The Ring is "the ultimate machine" -- it is the answer to any problem. To every problem. It is Solution incarnate, whispering the promise of how wonderful things could be. If only that one little niggling detail could be hammered down.
And oh how tempting that promise is to me. How often I fall prey to the succubus notion of fixing the problems in my life, when the truth is that the problems in my life are not fixable in any normal sense of the word.
Steven Erickson has pointed out how profoundly the fantasy genre shifted when Glenn Cook published The Black Company. While I would include Steven Brust as the opposite axle of that shift, I'm on board with Erickson's interpretation of Cook's work and impact. Both writers emerged in the early-to-mid 80's so let's call it a draw. Both inverted Tolkien's norms (which by the mid-80's had become deeply entrenched in genre writing) in playful, modernist and profound ways. In both author's hands, the fantasy genre at last began to transcend the boundaries Tolkien's immense genius had placed around it.

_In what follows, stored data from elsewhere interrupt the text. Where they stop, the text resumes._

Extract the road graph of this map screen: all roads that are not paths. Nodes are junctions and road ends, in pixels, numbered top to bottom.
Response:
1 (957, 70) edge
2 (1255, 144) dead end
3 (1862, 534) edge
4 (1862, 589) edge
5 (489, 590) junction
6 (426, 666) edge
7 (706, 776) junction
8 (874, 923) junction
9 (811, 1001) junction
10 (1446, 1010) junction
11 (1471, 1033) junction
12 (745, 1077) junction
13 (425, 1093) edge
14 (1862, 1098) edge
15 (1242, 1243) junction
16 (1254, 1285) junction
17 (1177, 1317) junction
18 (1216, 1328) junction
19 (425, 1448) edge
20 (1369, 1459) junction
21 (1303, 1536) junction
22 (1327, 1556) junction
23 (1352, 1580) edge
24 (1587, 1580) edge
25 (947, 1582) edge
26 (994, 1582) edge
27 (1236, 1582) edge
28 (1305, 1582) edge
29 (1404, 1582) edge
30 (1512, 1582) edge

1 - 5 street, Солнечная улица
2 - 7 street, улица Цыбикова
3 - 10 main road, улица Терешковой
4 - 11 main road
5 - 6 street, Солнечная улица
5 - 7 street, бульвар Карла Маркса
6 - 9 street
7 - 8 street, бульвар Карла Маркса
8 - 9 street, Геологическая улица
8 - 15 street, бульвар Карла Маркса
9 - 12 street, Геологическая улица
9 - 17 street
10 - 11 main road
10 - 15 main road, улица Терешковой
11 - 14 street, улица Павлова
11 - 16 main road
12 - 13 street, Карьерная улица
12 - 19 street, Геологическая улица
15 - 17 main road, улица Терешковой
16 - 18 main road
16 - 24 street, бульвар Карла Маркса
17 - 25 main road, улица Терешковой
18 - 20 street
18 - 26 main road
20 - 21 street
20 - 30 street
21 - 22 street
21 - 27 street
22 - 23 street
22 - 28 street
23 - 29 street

I was walking home the other day and thinking about the fantasy genre and why we tell stories full of magic and swordplay and desperate quests. And most particularly, why fantasy stories almost always seem to revolve around ancient evil left to revive itself and trouble the world once again.
Brust's stories don't, but he's a genius. Moving on.
Tolkien in a way creates this trope, and its ubiquity in the fantasy genre is as much a testament to the power of his mythological restoration as to anything else, but it remains a striking trope and it probably deserves some coherent analysis. Which, sadly, I am uninclined to offer.
What I did end up thinking about was how Cook inverts this element of Tolkien just as he does the elements of innocence, high language, careful history and culture and so on. At the close of the series (the first trilogy), the rising evil has been put down again, but whereas in Tolkien the evil is finally once and for all destroyed through the power of grace (or coincidence, if you prefer), in Cook there is no grace to deliver us. There is no higher power that awaits one who will make the final sacrifice in order to ensure the safety of the rest.
In Cook, there is no Solution to the Solution.
Evil gets hammered down and people make sacrifices in order to encourage safety, but in Cook's world there is no surety. Evil always waits. It always finds a way back, as long as there exist people who are willing to screw over their fellows for an advantage.
The Third Age ends and the threat of Sauron is gone. The final servant of Morgoth is destroyed and the world is at last safe for mortal souls.
The White Rose and the Lady square off over the Dominator and the world is NOT safe. It is no safer than it was. No Age comes to an end, no final solution is arrived at.
Cook's is a perspective that comes after too many wars have been fought to end war. Too many efforts to solve all problems. Too many Final Solutions. Not only is there never One Ring To Rule Them All, but there is never an end to Rings and those who wish to Rule Them All.